Nothing belongs in the answer except the lines of the material that include "Fairway".
────
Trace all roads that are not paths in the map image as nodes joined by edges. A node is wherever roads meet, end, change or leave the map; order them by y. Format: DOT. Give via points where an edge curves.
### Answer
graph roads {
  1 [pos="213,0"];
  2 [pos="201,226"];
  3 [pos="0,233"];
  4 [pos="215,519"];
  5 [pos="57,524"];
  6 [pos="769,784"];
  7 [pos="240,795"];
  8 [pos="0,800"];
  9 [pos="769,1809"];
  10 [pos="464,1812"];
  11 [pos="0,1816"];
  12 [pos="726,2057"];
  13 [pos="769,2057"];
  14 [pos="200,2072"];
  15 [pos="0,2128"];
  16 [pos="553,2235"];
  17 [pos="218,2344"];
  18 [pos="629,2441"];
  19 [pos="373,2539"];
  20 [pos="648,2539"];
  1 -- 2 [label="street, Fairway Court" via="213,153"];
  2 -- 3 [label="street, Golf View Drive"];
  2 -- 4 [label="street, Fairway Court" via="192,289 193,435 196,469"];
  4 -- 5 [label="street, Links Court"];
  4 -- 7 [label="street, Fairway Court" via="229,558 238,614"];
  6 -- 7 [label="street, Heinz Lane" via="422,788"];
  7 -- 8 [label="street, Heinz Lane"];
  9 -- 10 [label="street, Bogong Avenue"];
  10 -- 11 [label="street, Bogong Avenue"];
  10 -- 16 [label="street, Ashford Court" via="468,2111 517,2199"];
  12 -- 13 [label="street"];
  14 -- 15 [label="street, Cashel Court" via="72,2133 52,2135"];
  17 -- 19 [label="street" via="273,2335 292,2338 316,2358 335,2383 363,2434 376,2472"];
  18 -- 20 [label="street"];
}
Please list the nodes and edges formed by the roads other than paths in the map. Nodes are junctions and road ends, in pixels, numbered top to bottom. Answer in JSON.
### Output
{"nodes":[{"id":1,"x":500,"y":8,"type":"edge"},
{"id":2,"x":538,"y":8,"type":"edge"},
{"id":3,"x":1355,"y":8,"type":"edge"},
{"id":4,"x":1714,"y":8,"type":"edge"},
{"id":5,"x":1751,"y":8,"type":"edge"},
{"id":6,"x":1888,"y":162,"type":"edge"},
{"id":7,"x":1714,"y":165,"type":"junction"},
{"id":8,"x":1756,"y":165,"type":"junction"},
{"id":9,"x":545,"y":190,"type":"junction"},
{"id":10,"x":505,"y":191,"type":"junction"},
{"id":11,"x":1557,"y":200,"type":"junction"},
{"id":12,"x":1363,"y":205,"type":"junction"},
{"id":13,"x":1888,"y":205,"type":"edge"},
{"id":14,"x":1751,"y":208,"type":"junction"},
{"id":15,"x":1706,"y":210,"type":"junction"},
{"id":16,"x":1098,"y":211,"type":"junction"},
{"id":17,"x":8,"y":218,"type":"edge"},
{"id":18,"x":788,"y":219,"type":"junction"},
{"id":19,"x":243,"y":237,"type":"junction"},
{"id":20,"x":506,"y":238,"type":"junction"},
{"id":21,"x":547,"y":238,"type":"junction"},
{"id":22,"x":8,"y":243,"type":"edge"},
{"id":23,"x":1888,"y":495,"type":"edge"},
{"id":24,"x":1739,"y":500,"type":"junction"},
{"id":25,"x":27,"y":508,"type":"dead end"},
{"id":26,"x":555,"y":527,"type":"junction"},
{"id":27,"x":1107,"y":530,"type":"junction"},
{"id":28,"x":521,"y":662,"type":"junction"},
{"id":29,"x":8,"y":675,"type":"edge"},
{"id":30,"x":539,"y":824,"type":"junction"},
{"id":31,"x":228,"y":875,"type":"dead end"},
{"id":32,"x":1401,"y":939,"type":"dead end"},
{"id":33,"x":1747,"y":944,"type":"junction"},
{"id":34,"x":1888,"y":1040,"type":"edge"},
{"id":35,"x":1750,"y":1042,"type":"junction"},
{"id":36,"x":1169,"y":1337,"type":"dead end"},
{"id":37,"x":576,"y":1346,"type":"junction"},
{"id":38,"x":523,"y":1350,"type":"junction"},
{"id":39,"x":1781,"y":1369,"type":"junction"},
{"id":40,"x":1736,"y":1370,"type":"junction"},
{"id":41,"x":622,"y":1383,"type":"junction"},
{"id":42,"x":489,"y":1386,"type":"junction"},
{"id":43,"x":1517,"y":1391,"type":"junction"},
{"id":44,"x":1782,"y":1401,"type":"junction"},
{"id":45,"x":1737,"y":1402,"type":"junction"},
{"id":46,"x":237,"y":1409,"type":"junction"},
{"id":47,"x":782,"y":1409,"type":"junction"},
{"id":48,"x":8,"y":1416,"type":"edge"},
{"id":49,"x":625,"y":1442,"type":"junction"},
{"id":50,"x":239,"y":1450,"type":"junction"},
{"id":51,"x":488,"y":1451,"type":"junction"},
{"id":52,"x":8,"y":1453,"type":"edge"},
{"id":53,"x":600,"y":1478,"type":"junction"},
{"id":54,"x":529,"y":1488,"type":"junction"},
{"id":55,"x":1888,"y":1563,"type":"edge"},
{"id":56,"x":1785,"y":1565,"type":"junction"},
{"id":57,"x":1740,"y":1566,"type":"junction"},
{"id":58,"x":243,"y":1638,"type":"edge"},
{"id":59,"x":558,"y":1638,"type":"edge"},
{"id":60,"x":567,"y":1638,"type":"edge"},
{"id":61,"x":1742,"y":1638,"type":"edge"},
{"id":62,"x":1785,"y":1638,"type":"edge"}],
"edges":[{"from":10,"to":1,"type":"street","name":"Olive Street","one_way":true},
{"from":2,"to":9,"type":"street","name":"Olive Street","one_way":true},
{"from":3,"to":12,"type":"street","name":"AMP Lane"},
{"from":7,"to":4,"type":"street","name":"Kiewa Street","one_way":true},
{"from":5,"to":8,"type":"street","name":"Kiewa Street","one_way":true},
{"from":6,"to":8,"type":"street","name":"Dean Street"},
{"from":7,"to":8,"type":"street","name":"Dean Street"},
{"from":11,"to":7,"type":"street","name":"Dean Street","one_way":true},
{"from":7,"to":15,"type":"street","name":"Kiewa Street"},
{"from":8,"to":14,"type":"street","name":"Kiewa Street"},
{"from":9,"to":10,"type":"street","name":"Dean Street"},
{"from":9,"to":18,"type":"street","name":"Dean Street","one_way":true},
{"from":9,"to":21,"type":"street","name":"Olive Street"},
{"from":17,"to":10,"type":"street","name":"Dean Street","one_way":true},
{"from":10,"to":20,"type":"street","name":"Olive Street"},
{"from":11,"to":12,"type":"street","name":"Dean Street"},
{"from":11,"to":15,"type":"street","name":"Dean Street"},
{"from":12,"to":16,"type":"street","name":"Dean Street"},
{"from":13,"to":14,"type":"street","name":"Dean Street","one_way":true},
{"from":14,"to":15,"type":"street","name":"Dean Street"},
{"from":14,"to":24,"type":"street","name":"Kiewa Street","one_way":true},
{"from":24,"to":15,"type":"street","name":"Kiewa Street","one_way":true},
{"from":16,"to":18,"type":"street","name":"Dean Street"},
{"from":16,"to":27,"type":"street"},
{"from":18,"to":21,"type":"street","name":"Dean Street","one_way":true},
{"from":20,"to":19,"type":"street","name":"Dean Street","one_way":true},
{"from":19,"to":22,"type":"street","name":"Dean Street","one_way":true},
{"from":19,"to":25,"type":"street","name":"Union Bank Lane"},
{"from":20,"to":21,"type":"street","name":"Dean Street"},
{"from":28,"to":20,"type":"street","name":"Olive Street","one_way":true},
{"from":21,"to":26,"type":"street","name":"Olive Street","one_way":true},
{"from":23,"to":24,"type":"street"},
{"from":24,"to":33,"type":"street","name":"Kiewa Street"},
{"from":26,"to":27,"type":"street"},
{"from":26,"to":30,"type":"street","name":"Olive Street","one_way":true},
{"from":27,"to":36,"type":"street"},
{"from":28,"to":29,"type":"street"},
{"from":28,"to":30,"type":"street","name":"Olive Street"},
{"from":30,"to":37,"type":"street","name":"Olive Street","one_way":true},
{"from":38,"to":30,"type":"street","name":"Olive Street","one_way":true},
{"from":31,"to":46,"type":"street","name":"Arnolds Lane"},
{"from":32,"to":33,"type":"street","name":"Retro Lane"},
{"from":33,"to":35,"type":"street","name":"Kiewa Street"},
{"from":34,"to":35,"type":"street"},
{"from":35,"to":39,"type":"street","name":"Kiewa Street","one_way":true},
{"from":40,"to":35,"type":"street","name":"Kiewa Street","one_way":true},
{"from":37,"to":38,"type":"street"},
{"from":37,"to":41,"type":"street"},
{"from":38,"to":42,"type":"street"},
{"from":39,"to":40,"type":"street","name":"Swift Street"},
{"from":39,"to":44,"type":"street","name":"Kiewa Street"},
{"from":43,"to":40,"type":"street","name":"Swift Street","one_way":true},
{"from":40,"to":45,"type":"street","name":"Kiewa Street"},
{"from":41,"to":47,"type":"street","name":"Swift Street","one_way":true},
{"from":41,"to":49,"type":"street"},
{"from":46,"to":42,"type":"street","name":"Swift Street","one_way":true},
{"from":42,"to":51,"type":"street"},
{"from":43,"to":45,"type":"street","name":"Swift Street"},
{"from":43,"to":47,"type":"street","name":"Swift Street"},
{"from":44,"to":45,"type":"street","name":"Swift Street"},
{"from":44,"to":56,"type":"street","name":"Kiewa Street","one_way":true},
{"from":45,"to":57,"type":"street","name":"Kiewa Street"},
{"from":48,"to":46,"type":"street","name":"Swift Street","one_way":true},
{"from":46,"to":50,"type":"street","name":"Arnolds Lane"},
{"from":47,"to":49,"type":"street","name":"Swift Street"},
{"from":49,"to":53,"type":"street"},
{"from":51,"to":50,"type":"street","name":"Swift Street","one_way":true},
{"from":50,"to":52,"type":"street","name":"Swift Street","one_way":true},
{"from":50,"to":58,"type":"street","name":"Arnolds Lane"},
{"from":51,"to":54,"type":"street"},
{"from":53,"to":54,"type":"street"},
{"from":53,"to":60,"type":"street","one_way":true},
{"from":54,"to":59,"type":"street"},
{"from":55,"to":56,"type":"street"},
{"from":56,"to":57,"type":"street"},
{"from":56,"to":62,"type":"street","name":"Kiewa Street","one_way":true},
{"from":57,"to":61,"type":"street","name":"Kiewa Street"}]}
────
Result for this exercise:
  1 -- 2 [label="street, Fairway Court" via="213,153"];
  2 -- 4 [label="street, Fairway Court" via="192,289 193,435 196,469"];
  4 -- 7 [label="street, Fairway Court" via="229,558 238,614"];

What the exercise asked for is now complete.